Friday, March 30, 2007

After having an extremely long work week with two more days to go, I have come across a frightening article. While there are some very funny lines in it:

"Then, much the way some companies go green, DOJ under Ashcroft went Pentecostal. In correspondence, use of the word "pride" was forbidden because the Bible calls pride a sin; employees were also asked to never use the phrase "no higher calling than public service." Ashcroft instituted prayer meetings, leading a Bible study at 8 a.m. sharp each day, some days even in his office, on others in a conference room at Main Justice. All department employees, regardless of their religious affiliation, were invited to attend, but in reality few did."

and

"After 9/11, the DOJ staff also received copies of the lyrics to a jingoistic song that Ashcroft had penned himself, "Let the Eagle Soar." He asked staff to sing it at the beginning of the work day at his prayer meetings."

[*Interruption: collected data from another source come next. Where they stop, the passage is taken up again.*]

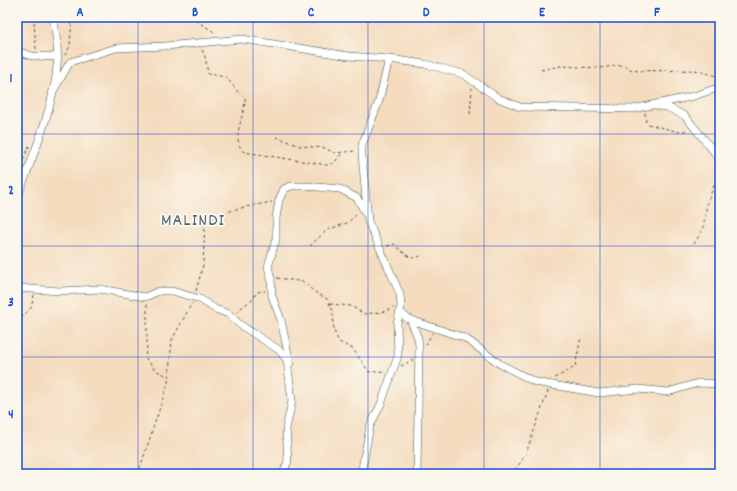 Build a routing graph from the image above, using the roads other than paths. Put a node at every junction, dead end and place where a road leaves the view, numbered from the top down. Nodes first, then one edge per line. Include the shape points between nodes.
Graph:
1 (53, 17) edge
2 (17, 51) edge
3 (61, 57) junction
4 (389, 59) junction
5 (720, 87) edge
6 (52, 93) junction
7 (654, 105) junction
8 (719, 158) edge
9 (17, 199) edge
10 (367, 216) junction
11 (17, 288) edge
12 (400, 309) junction
13 (410, 320) junction
14 (288, 373) junction
15 (720, 384) edge
16 (283, 474) edge
17 (362, 474) edge
18 (417, 474) edge

1 - 3 street
2 - 3 street via 36,57
3 - 6 street
4 - 6 street via 349,56 266,41 227,39 116,48 73,61 65,68 60,82
4 - 7 street via 463,74 498,98 520,107 633,109
4 - 10 street via 379,101 362,148
5 - 7 street
6 - 9 street
7 - 8 street via 685,116
10 - 12 street via 399,288
10 - 14 street via 355,196 332,187 289,186 284,190 279,200 276,239 268,265 272,296 290,356
11 - 14 street via 60,291 100,289 147,297 161,290 195,297 229,314 239,324 283,352
12 - 13 street via 402,316
12 - 17 street via 395,368 382,404 370,426
13 - 15 street via 469,340 500,364 531,381 604,393 638,389 668,392 698,383
13 - 18 street via 418,338 419,356
14 - 16 street via 292,401 286,429 288,461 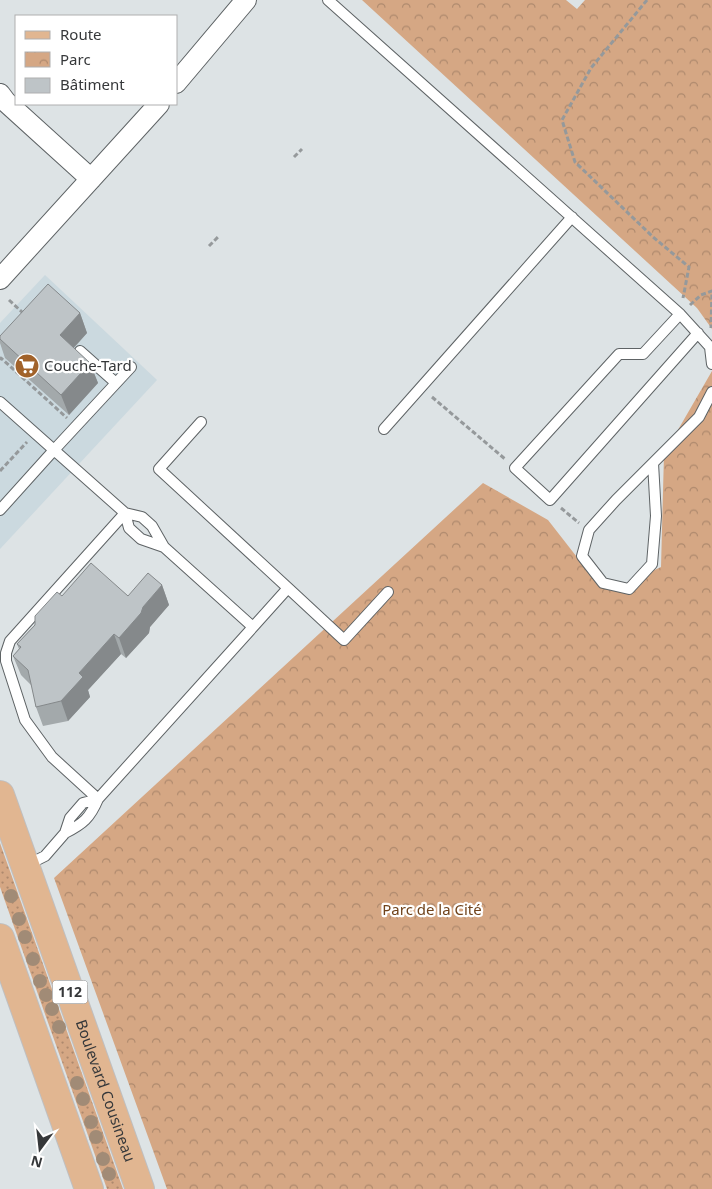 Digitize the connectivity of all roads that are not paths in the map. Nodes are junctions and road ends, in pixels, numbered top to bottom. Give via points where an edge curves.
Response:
1 (246, 0) edge
2 (328, 0) edge
3 (178, 81) edge
4 (0, 94) edge
5 (158, 105) edge
6 (91, 179) junction
7 (572, 217) junction
8 (0, 279) edge
9 (680, 314) junction
10 (698, 333) junction
11 (80, 351) edge
12 (712, 364) edge
13 (131, 367) dead end
14 (116, 383) junction
15 (712, 392) edge
16 (0, 402) edge
17 (201, 422) dead end
18 (384, 430) dead end
19 (54, 450) junction
20 (653, 463) junction
21 (0, 510) edge
22 (124, 513) junction
23 (164, 547) junction
24 (288, 588) junction
25 (388, 592) dead end
26 (253, 627) junction
27 (0, 795) edge
28 (98, 799) junction
29 (25, 865) junction
30 (0, 938) edge
31 (89, 1189) edge
32 (140, 1189) edge

1 - 3 street
2 - 7 lane
4 - 6 street
5 - 6 street
6 - 8 street
7 - 9 lane
7 - 18 lane
9 - 10 lane
9 - 10 lane via 643,354 619,354 515,468 550,500
10 - 12 lane via 710,347
11 - 14 lane
13 - 14 lane
14 - 19 lane
15 - 20 lane via 699,417
16 - 19 lane
17 - 24 lane via 159,469
19 - 21 lane
19 - 22 lane
20 - 20 lane via 588,530 582,556 603,583 629,589 652,564 656,516
22 - 23 lane via 129,528 141,539
22 - 23 lane via 142,516
22 - 28 lane via 10,641 6,653 7,668 25,720 52,757
23 - 26 lane
24 - 25 lane via 344,640
24 - 26 lane
26 - 28 lane
27 - 29 main road, Boulevard Cousineau / 112
28 - 29 lane via 80,826 65,833 45,856
29 - 32 main road, Boulevard Cousineau / 112
30 - 31 main road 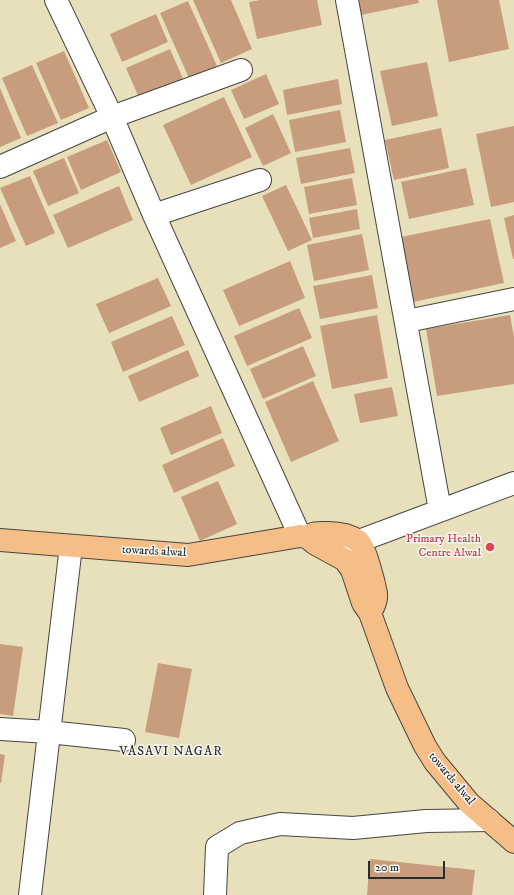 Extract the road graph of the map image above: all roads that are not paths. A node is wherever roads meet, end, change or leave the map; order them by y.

Okay, I know I feel prayer should be separate from work. Kind of like an old boss of mine should not say in management meetings to hire women because they work at 25% less, thus increasing our profit margin. Or management staff using the C word to describe women in the office when the accountant leaves the room. These are unnecessary and discriminatory. Prayer is cool, but if you need to do it, do it quietly and to yourself. It is not a group activity, and should not be a cheerleading activity that does count when raises and advancement are concerned. Just like institutionalized prejudice and degradation of women may cause high employee turnover in traditional female clerical staff roles. (Can't understand why we can't keep women on our office staff?, duh! Yet six of my last hires have been women and there have been no "continual cat-fighting" among women.)

Set up a culture that cares little about justice and works from an agenda -- to lower the boundaries between religion and government and you have a very unappealing monoculture that doesn't see the irony of claiming that anyone can swear on the Koran to serve in public and be a citizen in a Christian country.